だから、どんなことも自分でしたと思ったら駄目です。私はゼロです。私はできない者である。しかし、これができたとすれば、それは私の力ではない。キリストが私の内に命となっておられるからです。次から次へといろいろなことが起こってくるとき、私たちはそのことをすぐに忘れますから、謙遜になって、「どうぞ、主よ、あなたの力を与えてください」とせつに求めたい。私たちの力は神様にあるのです。私にはない。
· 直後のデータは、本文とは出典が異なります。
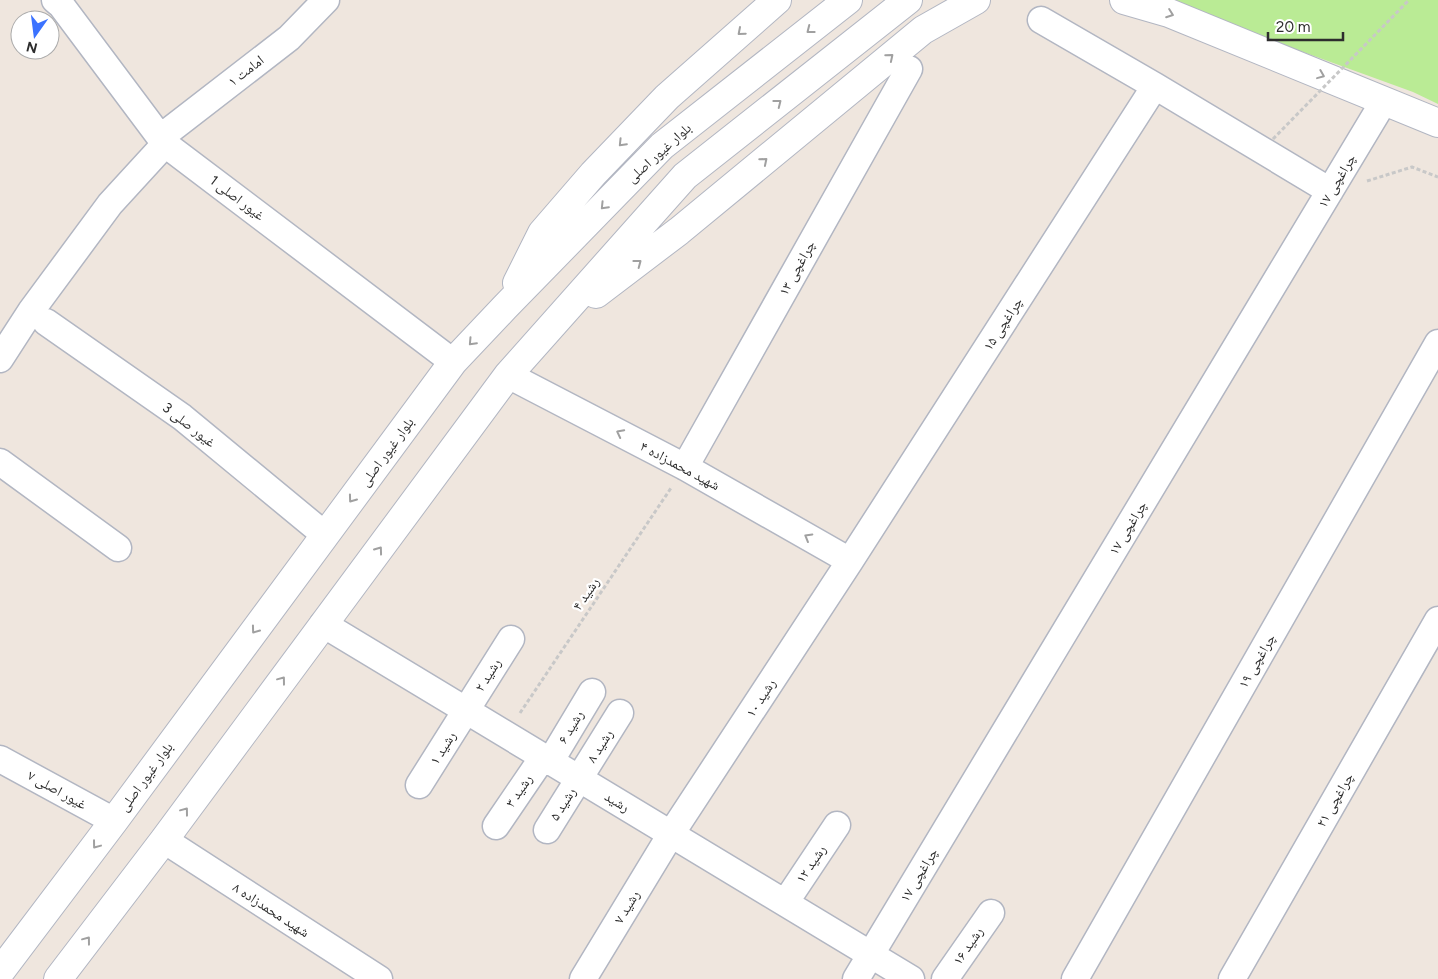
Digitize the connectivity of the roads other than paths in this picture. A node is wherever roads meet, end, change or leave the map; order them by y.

どんなときにも「イエスの死をこの身に負うて」、「自分はゼロです」と全く無になって、「我が今の如くなるは、の恩恵(めぐみ)に由るなり」(Ⅰコリント15:10文語訳)と言えるように、よみがえってくださった主が力を与えてくださる。

 

 7節の後半に、「その測り知れない力は神のものであって、わたしたちから出たものでないことが、あらわれるためである」と。イエス様の力を信じて、日々の生活を主のために、主の名によって生きるとき、私たちに何かできたとすれば、それは神様の力であります。神様は私たちの弱さを通して働き給う御方です。だからパウロは「むしろ、喜んで自分の弱さを誇ろう」(Ⅱコリント 12:9)、「わたしは弱い時にこそ強いからである。自分の弱さの中にこそキリストの力が完全にあらわれてくださる」と語っています。

 

 いろんな悩みに遭うとき、「私って何にもできない。知恵もない、力もない、何でこんな私やろうか」と、自分が嫌になります。しかし、そういうとき、喜んだらいい、感謝したらいい。「ここで神様は私を通して神の力をあらわしてくださる」と。そのとき私たちは神様に「主よ、私は何にもできません。知恵もありません。しかし、主よ、あなたはよみがえりのいのちの力をもって私を支えてくださるから大丈夫です」と、力を得て立つことができる。そのとき神様は私たちに知恵を与え、力を与えてくださる。思いも掛けないような、私たちの願わないような大きなわざをしてくださるのです。それは神様がご自分の栄光のためにそのことを備えてくださるからです。

 

 私たちはいつも「自分の内に宿ってくださるキリストの力が今日も私を生きる者としてくださっておられます」と、よみがえりの主の力に生かされていきたいと思う。「これが私の力です」と、はっきりと告白しようではありませんか。

 

 ご一緒にお祈りをいたしましょう。